**Supplied records**:

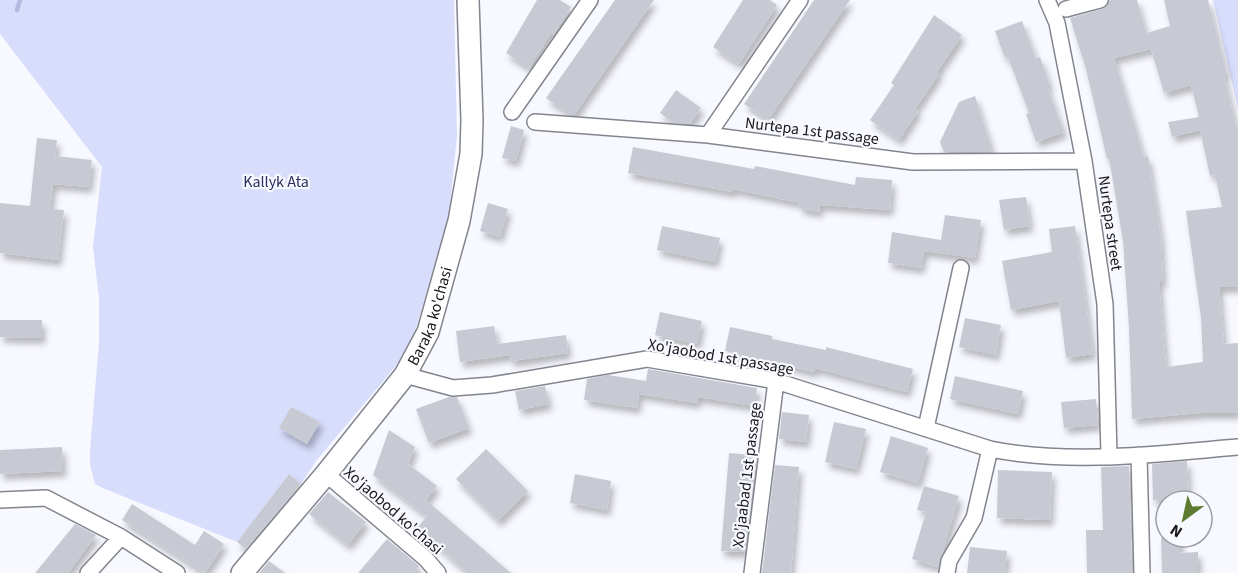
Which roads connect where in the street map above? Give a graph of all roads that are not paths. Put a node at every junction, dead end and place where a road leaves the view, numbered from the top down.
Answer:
1 (468, 0) edge
2 (590, 0) edge
3 (800, 0) edge
4 (1047, 0) edge
5 (1100, 0) edge
6 (1066, 9) dead end
7 (512, 112) dead end
8 (535, 122) dead end
9 (708, 135) junction
10 (1084, 161) junction
11 (961, 268) dead end
12 (405, 375) junction
13 (776, 381) junction
14 (926, 428) junction
15 (1238, 447) edge
16 (990, 449) junction
17 (1109, 455) junction
18 (1139, 455) junction
19 (326, 474) junction
20 (0, 500) edge
21 (122, 537) junction
22 (88, 573) edge
23 (177, 573) edge
24 (242, 573) edge
25 (438, 573) edge
26 (752, 573) edge
27 (947, 573) edge
28 (1142, 573) edge

1 - 12 main road, Baraka ko'chasi
2 - 7 street
3 - 9 street
4 - 10 street, Nurtepa street
5 - 6 street
8 - 9 street, Nurtepa 1st passage
9 - 10 street, Nurtepa 1st passage
10 - 17 street, Nurtepa street
11 - 14 street
12 - 13 street, Xo'jaobod 1st passage
12 - 19 main road, Baraka ko'chasi
13 - 14 street, Xo'jaobod 1st passage
13 - 26 street, Xo'jaаbаd 1st passage
14 - 16 street, Xo'jaobod 1st passage
15 - 18 street
16 - 17 street
16 - 27 street
17 - 18 street
18 - 28 street
19 - 24 main road, Baraka ko'chasi
19 - 25 street, Xo'jaobod ko'chasi
20 - 21 street
21 - 22 street
21 - 23 street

**What to produce**:
Please reproduce the listing exactly, leaving out any pictures.

**Response to the exercise**:
Which roads connect where in the street map above? Give a graph of all roads that are not paths. Put a node at every junction, dead end and place where a road leaves the view, numbered from the top down.
Answer:
1 (468, 0) edge
2 (590, 0) edge
3 (800, 0) edge
4 (1047, 0) edge
5 (1100, 0) edge
6 (1066, 9) dead end
7 (512, 112) dead end
8 (535, 122) dead end
9 (708, 135) junction
10 (1084, 161) junction
11 (961, 268) dead end
12 (405, 375) junction
13 (776, 381) junction
14 (926, 428) junction
15 (1238, 447) edge
16 (990, 449) junction
17 (1109, 455) junction
18 (1139, 455) junction
19 (326, 474) junction
20 (0, 500) edge
21 (122, 537) junction
22 (88, 573) edge
23 (177, 573) edge
24 (242, 573) edge
25 (438, 573) edge
26 (752, 573) edge
27 (947, 573) edge
28 (1142, 573) edge

1 - 12 main road, Baraka ko'chasi
2 - 7 street
3 - 9 street
4 - 10 street, Nurtepa street
5 - 6 street
8 - 9 street, Nurtepa 1st passage
9 - 10 street, Nurtepa 1st passage
10 - 17 street, Nurtepa street
11 - 14 street
12 - 13 street, Xo'jaobod 1st passage
12 - 19 main road, Baraka ko'chasi
13 - 14 street, Xo'jaobod 1st passage
13 - 26 street, Xo'jaаbаd 1st passage
14 - 16 street, Xo'jaobod 1st passage
15 - 18 street
16 - 17 street
16 - 27 street
17 - 18 street
18 - 28 street
19 - 24 main road, Baraka ko'chasi
19 - 25 street, Xo'jaobod ko'chasi
20 - 21 street
21 - 22 street
21 - 23 street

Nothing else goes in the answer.